GOAL OF THE EXERCISE: Within the entries that follow, show each line where the word "points" occurs.

Start of SOURCE DATA

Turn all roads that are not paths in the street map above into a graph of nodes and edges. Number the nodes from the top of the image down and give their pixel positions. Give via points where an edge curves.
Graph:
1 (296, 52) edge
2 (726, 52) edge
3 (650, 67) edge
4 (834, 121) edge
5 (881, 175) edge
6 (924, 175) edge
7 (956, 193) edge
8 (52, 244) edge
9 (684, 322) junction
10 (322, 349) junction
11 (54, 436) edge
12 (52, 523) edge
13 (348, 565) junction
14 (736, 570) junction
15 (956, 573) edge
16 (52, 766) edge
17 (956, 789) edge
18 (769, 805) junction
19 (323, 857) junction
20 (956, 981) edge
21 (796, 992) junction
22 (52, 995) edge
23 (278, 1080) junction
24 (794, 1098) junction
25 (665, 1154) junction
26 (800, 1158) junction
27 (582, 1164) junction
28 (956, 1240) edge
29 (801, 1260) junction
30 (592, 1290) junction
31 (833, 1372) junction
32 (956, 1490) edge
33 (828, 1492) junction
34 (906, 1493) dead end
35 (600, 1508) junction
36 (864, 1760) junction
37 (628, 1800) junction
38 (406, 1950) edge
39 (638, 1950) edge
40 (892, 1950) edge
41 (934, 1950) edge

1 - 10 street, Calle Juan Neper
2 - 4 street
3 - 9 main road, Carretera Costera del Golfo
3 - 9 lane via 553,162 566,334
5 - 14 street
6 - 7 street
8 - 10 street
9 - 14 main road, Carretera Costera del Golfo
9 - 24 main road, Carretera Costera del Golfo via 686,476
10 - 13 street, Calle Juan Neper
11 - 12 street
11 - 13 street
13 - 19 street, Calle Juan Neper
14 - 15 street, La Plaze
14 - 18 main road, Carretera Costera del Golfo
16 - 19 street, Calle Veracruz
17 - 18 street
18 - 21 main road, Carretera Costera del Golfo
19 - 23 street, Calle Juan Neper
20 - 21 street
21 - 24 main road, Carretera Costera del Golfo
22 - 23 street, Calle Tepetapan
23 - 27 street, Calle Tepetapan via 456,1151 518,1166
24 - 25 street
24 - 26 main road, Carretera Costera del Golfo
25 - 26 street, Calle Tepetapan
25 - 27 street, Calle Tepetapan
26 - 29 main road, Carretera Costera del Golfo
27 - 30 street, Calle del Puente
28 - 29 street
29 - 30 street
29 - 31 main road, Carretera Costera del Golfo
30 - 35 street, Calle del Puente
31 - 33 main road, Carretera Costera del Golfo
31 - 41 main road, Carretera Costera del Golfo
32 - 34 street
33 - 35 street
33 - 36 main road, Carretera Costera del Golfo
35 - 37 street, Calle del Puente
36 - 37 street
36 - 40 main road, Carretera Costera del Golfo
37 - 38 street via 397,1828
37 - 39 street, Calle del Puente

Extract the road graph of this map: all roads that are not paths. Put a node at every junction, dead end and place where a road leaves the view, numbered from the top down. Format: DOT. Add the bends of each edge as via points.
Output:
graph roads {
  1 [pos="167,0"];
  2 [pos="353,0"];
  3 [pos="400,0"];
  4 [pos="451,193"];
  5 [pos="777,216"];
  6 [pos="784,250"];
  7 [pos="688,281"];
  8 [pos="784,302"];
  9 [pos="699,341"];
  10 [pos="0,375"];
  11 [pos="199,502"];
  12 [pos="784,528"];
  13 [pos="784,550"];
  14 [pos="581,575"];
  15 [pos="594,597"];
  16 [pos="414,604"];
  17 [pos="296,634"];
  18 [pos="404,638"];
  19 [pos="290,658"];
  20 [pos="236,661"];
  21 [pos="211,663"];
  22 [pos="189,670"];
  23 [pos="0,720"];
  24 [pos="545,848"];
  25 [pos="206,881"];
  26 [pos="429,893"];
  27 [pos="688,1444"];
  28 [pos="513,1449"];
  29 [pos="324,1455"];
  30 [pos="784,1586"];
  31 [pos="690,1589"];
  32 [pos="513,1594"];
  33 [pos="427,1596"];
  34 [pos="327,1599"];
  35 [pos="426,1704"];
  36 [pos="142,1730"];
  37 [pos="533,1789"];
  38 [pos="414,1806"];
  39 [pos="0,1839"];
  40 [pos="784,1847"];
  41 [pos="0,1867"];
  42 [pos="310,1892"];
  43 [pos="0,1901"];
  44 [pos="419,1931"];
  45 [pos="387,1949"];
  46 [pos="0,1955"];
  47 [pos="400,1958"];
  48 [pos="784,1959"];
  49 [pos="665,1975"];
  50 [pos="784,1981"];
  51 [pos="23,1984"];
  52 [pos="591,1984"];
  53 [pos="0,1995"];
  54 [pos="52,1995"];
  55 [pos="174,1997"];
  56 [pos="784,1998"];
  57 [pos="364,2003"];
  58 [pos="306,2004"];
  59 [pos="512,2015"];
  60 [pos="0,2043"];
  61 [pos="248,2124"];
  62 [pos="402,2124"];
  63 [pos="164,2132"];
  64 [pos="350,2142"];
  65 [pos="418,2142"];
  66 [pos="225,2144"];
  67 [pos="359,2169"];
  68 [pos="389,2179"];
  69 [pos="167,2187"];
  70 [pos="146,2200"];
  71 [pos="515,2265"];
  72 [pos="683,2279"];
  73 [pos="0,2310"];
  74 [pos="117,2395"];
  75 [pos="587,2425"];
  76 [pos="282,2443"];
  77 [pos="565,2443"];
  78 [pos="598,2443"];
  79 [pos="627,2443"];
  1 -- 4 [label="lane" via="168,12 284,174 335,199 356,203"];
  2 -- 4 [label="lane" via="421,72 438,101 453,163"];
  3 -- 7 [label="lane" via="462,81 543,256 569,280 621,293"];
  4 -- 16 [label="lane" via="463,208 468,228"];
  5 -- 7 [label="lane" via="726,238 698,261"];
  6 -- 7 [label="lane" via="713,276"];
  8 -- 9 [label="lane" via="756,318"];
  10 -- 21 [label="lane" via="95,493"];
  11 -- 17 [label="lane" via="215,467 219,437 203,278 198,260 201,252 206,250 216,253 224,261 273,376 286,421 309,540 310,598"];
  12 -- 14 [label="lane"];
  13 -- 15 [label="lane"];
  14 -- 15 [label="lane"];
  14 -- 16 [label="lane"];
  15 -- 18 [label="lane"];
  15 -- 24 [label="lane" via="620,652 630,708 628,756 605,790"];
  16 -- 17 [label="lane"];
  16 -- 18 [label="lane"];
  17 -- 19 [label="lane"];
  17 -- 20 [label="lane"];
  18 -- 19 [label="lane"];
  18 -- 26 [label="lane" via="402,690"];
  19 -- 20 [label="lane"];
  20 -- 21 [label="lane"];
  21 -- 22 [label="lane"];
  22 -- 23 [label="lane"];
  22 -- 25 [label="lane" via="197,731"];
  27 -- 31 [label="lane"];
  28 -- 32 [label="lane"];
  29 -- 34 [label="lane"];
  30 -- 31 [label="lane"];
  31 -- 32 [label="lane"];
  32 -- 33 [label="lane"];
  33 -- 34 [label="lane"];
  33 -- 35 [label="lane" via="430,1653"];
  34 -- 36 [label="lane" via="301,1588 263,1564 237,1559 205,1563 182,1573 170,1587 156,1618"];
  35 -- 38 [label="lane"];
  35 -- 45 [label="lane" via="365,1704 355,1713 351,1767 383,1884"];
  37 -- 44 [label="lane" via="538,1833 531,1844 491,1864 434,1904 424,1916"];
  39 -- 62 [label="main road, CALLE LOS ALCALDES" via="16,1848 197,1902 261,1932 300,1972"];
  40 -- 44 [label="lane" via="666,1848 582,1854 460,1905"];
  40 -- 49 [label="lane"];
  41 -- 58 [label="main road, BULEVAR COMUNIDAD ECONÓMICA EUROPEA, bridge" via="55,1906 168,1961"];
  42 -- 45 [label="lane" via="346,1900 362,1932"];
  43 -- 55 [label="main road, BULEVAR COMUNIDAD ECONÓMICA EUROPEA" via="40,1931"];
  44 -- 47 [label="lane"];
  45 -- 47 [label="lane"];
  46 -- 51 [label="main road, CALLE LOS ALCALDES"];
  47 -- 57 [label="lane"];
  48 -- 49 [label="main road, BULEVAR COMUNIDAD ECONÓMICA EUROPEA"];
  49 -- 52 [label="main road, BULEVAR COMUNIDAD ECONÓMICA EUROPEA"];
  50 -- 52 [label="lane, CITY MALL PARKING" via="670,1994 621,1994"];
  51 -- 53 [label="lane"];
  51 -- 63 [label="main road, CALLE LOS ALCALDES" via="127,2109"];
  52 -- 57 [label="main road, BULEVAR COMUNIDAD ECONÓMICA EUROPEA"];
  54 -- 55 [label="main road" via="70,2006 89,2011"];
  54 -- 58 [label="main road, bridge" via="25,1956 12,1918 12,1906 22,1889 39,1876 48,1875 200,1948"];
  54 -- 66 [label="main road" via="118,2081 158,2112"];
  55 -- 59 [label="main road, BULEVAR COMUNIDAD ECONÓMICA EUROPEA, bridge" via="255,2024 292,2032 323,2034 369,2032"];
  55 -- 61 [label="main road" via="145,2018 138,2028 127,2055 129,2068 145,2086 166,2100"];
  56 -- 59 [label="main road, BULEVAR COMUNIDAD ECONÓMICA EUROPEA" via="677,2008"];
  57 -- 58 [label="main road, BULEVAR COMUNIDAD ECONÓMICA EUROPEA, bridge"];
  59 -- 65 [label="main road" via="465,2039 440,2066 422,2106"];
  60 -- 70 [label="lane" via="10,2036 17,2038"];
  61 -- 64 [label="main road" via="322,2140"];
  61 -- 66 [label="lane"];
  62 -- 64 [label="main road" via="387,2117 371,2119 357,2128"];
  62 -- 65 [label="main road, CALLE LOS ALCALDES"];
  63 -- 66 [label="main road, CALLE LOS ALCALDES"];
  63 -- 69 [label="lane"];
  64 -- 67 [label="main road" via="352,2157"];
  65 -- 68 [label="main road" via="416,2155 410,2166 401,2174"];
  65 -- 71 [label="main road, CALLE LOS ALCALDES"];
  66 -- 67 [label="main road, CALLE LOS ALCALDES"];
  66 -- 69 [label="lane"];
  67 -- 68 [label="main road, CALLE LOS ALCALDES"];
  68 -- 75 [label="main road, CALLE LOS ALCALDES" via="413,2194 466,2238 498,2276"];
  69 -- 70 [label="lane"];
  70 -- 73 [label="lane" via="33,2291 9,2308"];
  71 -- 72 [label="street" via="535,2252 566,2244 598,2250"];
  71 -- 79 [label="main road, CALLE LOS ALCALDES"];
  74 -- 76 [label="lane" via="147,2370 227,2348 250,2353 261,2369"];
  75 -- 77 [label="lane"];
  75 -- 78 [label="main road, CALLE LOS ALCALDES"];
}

End of SOURCE DATA

SOLUTION FOR THIS TASK:
Turn all roads that are not paths in the street map above into a graph of nodes and edges. Number the nodes from the top of the image down and give their pixel positions. Give via points where an edge curves.
Extract the road graph of this map: all roads that are not paths. Put a node at every junction, dead end and place where a road leaves the view, numbered from the top down. Format: DOT. Add the bends of each edge as via points.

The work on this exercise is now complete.